» **Work item**
Word for word, and with pictures excluded, copy out all the records that follow.

Records from a collection:
● ● ● ● ●

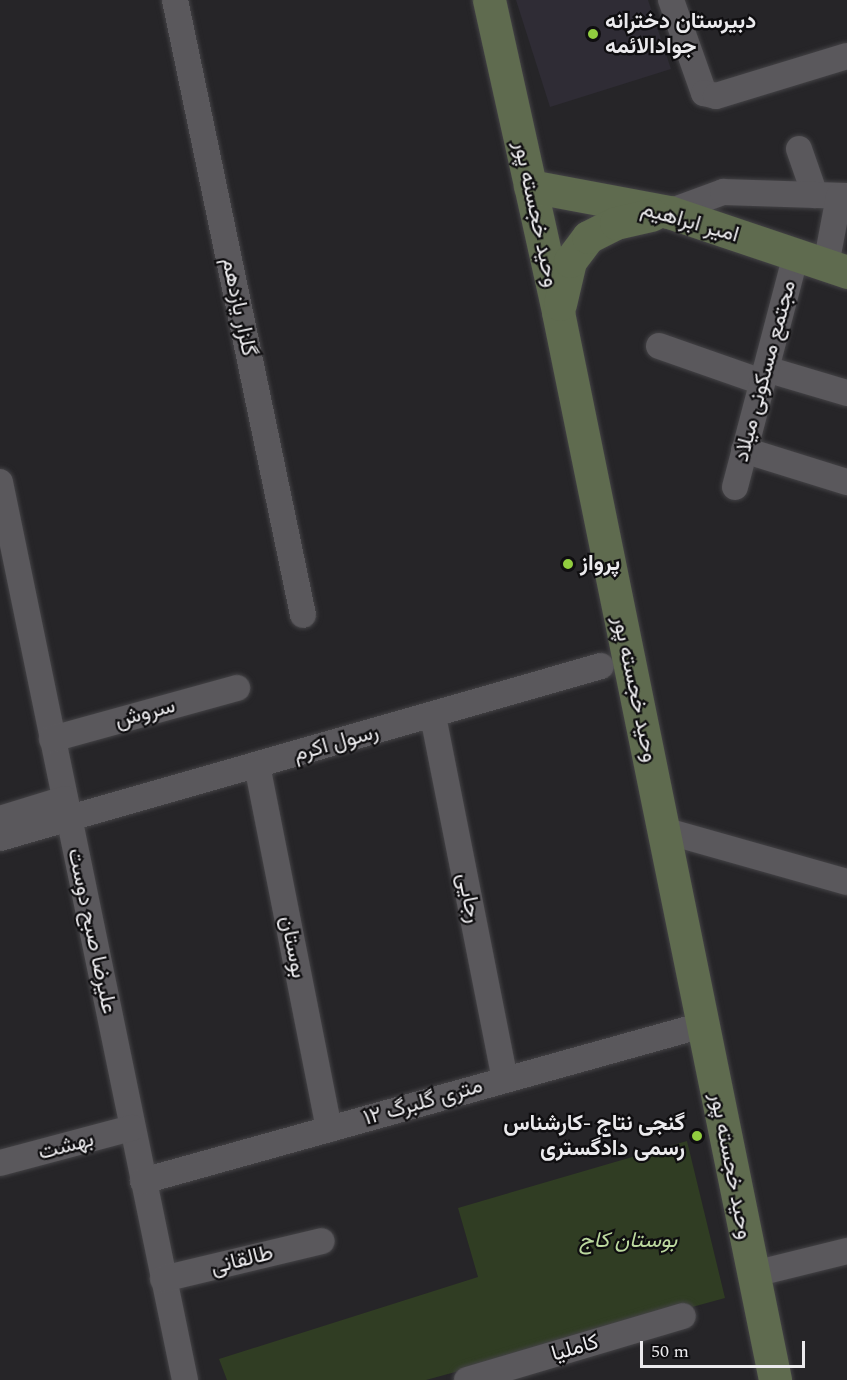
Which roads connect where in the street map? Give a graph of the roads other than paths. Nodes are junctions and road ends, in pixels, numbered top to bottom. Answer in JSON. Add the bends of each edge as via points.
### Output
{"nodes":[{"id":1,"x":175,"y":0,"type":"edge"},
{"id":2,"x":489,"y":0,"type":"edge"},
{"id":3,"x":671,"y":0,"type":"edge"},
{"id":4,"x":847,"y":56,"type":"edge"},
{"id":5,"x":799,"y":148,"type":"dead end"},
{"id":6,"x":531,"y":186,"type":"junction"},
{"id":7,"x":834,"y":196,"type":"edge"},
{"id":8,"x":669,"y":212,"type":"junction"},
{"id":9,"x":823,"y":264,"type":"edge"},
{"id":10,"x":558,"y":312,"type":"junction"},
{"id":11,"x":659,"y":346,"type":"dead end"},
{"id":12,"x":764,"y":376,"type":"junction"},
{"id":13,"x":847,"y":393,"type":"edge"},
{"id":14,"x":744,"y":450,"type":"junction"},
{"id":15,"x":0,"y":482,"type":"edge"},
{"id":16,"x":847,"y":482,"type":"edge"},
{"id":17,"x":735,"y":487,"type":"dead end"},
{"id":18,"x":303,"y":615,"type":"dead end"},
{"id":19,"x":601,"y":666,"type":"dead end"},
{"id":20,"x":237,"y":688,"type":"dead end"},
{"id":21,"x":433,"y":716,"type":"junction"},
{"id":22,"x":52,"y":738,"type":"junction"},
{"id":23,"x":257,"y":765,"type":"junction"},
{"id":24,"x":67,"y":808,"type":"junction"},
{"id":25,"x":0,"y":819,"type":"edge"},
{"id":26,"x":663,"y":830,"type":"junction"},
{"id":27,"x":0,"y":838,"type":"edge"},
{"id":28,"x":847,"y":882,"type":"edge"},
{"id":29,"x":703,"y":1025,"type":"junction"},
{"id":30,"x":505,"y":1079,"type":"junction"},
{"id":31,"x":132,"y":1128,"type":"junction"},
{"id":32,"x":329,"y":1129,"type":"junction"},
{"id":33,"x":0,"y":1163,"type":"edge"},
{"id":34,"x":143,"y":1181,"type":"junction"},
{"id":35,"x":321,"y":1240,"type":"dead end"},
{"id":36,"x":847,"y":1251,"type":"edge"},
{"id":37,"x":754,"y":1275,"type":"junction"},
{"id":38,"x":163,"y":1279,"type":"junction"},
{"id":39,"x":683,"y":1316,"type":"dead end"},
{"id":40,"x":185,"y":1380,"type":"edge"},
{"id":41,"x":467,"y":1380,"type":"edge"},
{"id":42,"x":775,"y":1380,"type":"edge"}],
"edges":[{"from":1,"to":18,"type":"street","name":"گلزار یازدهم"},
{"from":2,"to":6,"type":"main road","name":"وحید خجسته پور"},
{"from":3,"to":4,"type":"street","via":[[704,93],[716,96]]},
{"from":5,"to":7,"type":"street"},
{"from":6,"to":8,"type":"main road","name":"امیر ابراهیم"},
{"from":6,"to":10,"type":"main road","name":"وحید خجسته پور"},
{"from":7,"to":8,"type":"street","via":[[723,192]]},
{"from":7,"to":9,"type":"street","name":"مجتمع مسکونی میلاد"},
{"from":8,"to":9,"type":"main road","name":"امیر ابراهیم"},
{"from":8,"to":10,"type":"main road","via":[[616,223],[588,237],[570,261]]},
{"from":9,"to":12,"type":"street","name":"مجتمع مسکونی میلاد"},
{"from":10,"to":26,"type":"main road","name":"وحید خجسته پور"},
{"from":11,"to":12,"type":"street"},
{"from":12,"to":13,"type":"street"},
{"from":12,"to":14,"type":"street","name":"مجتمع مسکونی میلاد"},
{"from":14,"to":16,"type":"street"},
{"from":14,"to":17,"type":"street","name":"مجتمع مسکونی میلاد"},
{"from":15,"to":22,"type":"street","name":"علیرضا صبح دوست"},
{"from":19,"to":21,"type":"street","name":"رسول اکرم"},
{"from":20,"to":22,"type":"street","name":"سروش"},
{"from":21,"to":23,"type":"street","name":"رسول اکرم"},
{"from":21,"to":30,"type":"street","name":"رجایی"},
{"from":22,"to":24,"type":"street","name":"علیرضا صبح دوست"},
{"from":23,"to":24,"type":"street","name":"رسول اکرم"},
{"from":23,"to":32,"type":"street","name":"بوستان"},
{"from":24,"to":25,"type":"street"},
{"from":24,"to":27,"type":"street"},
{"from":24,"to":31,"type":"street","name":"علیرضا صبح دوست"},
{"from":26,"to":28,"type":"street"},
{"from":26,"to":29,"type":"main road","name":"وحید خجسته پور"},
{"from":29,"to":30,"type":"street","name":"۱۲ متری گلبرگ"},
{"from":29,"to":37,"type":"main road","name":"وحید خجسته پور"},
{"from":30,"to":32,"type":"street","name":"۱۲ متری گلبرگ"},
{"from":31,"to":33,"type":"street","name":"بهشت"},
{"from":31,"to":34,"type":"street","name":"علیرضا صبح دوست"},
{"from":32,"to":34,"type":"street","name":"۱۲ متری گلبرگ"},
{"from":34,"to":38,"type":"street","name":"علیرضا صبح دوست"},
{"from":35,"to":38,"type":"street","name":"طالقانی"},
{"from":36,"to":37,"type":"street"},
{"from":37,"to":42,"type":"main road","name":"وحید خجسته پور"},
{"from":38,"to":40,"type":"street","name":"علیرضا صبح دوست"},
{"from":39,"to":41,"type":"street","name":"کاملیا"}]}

● ● ● ● ●

» **Task result**
Which roads connect where in the street map? Give a graph of the roads other than paths. Nodes are junctions and road ends, in pixels, numbered top to bottom. Answer in JSON. Add the bends of each edge as via points.
### Output
{"nodes":[{"id":1,"x":175,"y":0,"type":"edge"},
{"id":2,"x":489,"y":0,"type":"edge"},
{"id":3,"x":671,"y":0,"type":"edge"},
{"id":4,"x":847,"y":56,"type":"edge"},
{"id":5,"x":799,"y":148,"type":"dead end"},
{"id":6,"x":531,"y":186,"type":"junction"},
{"id":7,"x":834,"y":196,"type":"edge"},
{"id":8,"x":669,"y":212,"type":"junction"},
{"id":9,"x":823,"y":264,"type":"edge"},
{"id":10,"x":558,"y":312,"type":"junction"},
{"id":11,"x":659,"y":346,"type":"dead end"},
{"id":12,"x":764,"y":376,"type":"junction"},
{"id":13,"x":847,"y":393,"type":"edge"},
{"id":14,"x":744,"y":450,"type":"junction"},
{"id":15,"x":0,"y":482,"type":"edge"},
{"id":16,"x":847,"y":482,"type":"edge"},
{"id":17,"x":735,"y":487,"type":"dead end"},
{"id":18,"x":303,"y":615,"type":"dead end"},
{"id":19,"x":601,"y":666,"type":"dead end"},
{"id":20,"x":237,"y":688,"type":"dead end"},
{"id":21,"x":433,"y":716,"type":"junction"},
{"id":22,"x":52,"y":738,"type":"junction"},
{"id":23,"x":257,"y":765,"type":"junction"},
{"id":24,"x":67,"y":808,"type":"junction"},
{"id":25,"x":0,"y":819,"type":"edge"},
{"id":26,"x":663,"y":830,"type":"junction"},
{"id":27,"x":0,"y":838,"type":"edge"},
{"id":28,"x":847,"y":882,"type":"edge"},
{"id":29,"x":703,"y":1025,"type":"junction"},
{"id":30,"x":505,"y":1079,"type":"junction"},
{"id":31,"x":132,"y":1128,"type":"junction"},
{"id":32,"x":329,"y":1129,"type":"junction"},
{"id":33,"x":0,"y":1163,"type":"edge"},
{"id":34,"x":143,"y":1181,"type":"junction"},
{"id":35,"x":321,"y":1240,"type":"dead end"},
{"id":36,"x":847,"y":1251,"type":"edge"},
{"id":37,"x":754,"y":1275,"type":"junction"},
{"id":38,"x":163,"y":1279,"type":"junction"},
{"id":39,"x":683,"y":1316,"type":"dead end"},
{"id":40,"x":185,"y":1380,"type":"edge"},
{"id":41,"x":467,"y":1380,"type":"edge"},
{"id":42,"x":775,"y":1380,"type":"edge"}],
"edges":[{"from":1,"to":18,"type":"street","name":"گلزار یازدهم"},
{"from":2,"to":6,"type":"main road","name":"وحید خجسته پور"},
{"from":3,"to":4,"type":"street","via":[[704,93],[716,96]]},
{"from":5,"to":7,"type":"street"},
{"from":6,"to":8,"type":"main road","name":"امیر ابراهیم"},
{"from":6,"to":10,"type":"main road","name":"وحید خجسته پور"},
{"from":7,"to":8,"type":"street","via":[[723,192]]},
{"from":7,"to":9,"type":"street","name":"مجتمع مسکونی میلاد"},
{"from":8,"to":9,"type":"main road","name":"امیر ابراهیم"},
{"from":8,"to":10,"type":"main road","via":[[616,223],[588,237],[570,261]]},
{"from":9,"to":12,"type":"street","name":"مجتمع مسکونی میلاد"},
{"from":10,"to":26,"type":"main road","name":"وحید خجسته پور"},
{"from":11,"to":12,"type":"street"},
{"from":12,"to":13,"type":"street"},
{"from":12,"to":14,"type":"street","name":"مجتمع مسکونی میلاد"},
{"from":14,"to":16,"type":"street"},
{"from":14,"to":17,"type":"street","name":"مجتمع مسکونی میلاد"},
{"from":15,"to":22,"type":"street","name":"علیرضا صبح دوست"},
{"from":19,"to":21,"type":"street","name":"رسول اکرم"},
{"from":20,"to":22,"type":"street","name":"سروش"},
{"from":21,"to":23,"type":"street","name":"رسول اکرم"},
{"from":21,"to":30,"type":"street","name":"رجایی"},
{"from":22,"to":24,"type":"street","name":"علیرضا صبح دوست"},
{"from":23,"to":24,"type":"street","name":"رسول اکرم"},
{"from":23,"to":32,"type":"street","name":"بوستان"},
{"from":24,"to":25,"type":"street"},
{"from":24,"to":27,"type":"street"},
{"from":24,"to":31,"type":"street","name":"علیرضا صبح دوست"},
{"from":26,"to":28,"type":"street"},
{"from":26,"to":29,"type":"main road","name":"وحید خجسته پور"},
{"from":29,"to":30,"type":"street","name":"۱۲ متری گلبرگ"},
{"from":29,"to":37,"type":"main road","name":"وحید خجسته پور"},
{"from":30,"to":32,"type":"street","name":"۱۲ متری گلبرگ"},
{"from":31,"to":33,"type":"street","name":"بهشت"},
{"from":31,"to":34,"type":"street","name":"علیرضا صبح دوست"},
{"from":32,"to":34,"type":"street","name":"۱۲ متری گلبرگ"},
{"from":34,"to":38,"type":"street","name":"علیرضا صبح دوست"},
{"from":35,"to":38,"type":"street","name":"طالقانی"},
{"from":36,"to":37,"type":"street"},
{"from":37,"to":42,"type":"main road","name":"وحید خجسته پور"},
{"from":38,"to":40,"type":"street","name":"علیرضا صبح دوست"},
{"from":39,"to":41,"type":"street","name":"کاملیا"}]}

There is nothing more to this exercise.